Connection = Configuration["Data:DefaultConnection:ConnectionString"];

var userStore = new CustomUserStore();
var roleStore = new CustomRoleStore();
var userPrincipalFactory = new CustomUserPrincipalFactory();

services.AddInstance<IUserStore<ApplicationUser>>(userStore);
services.AddInstance<IRoleStore<ApplicationRole>>(roleStore);
services.AddInstance<IUserClaimsPrincipalFactory<ApplicationUser>>(userPrincipalFactory);

services.AddIdentity<ApplicationUser, ApplicationRole>(options => {
options.Cookies.ApplicationCookie.Events = new CookieAuthenticationEvents() {
OnRedirectToAccessDenied = ctx =>
{
if (ctx.Response.StatusCode == (int)HttpStatusCode.Unauthorized || ctx.Response.StatusCode == (int)HttpStatusCode.Forbidden) {
return Task.FromResult<object>(null);
}
ctx.Response.Redirect(ctx.RedirectUri);
return Task.FromResult<object>(null);
},
OnRedirectToLogin = ctx =>
{
if (ctx.Response.StatusCode == (int)HttpStatusCode.Unauthorized || ctx.Response.StatusCode == (int)HttpStatusCode.Forbidden) {
return Task.FromResult<object>(null);
}
ctx.Response.Redirect(ctx.RedirectUri);
return Task.FromResult<object>(null);
}
};

//options.Cookies.ApplicationCookie.CookieHttpOnly = false;
options.Cookies.ApplicationCookieAuthenticationScheme = "ApplicationCookie";
options.Cookies.ApplicationCookie.AuthenticationScheme = "ApplicationCookie";
options.Cookies.ApplicationCookie.CookieName = "oAuthInterop";
options.Cookies.ApplicationCookie.AutomaticChallenge = true;
options.Cookies.ApplicationCookie.AutomaticAuthenticate = true;
options.Cookies.ApplicationCookie.DataProtectionProvider = new DataProtectionProvider(new DirectoryInfo("d:\\development\\artefacts"),
configure =>
{
configure.SetApplicationName("TestAuthApp");
//configure.ProtectKeysWithCertificate("thumbprint");
});
options.Cookies.ApplicationCookie.ExpireTimeSpan = TimeSpan.FromMinutes(SessionLength);

}).AddDefaultTokenProviders();

// Add framework services.
services.AddMvc();

// Add cross site calls.
//TODO: implement with better security instead of allowing everything through.
services.AddCors(options => options.AddPolicy("AllowAll", p => p.AllowAnyOrigin()
.AllowAnyMethod()
.AllowAnyHeader().AllowCredentials()));
}

// This method gets called by the runtime.
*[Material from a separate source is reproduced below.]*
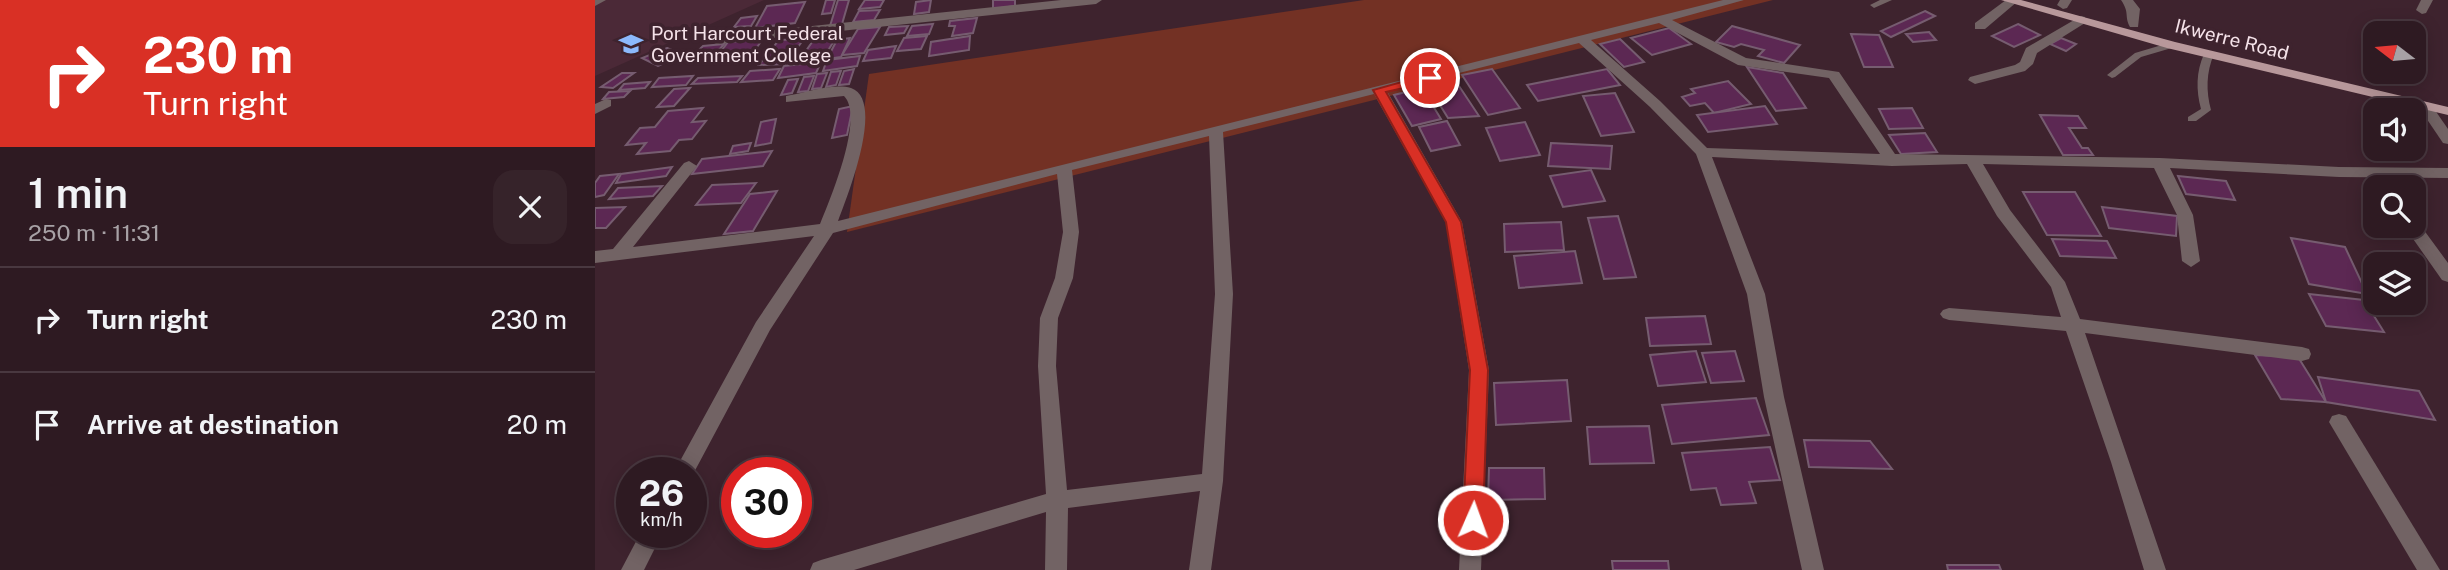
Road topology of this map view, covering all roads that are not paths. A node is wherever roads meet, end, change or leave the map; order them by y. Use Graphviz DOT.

Use this method to configure the HTTP request pipeline.
public void Configure(IApplicationBuilder app, IHostingEnvironment env, ILoggerFactory loggerFactory)
{
loggerFactory.AddConsole(Configuration.GetSection("Logging"));
loggerFactory.AddDebug();

app.UseIISPlatformHandler(options => options.AuthenticationDescriptions.Clear());

app.UseStaticFiles();

app.UseIdentity();

app.UseMvc();

}
}

Evk Evk
Answer

A wild guess would be you are not setting withCredentials flag on your XMLHttpRequest when making cross-domain request from javascript via ajax. This flag basically controls whether to include credentials (such as cookies, authorization headers or client certificates) in cross-domain request. Why it still works in IE? Not completely sure, but maybe because proper implementation of this flag only appeared in IE10, and you might use another version of IE. If you use jquery to make requests, see here how to set this flag.

If that is not the case, please include your client-side code + request and response headers of Chrome's OPTIONS request.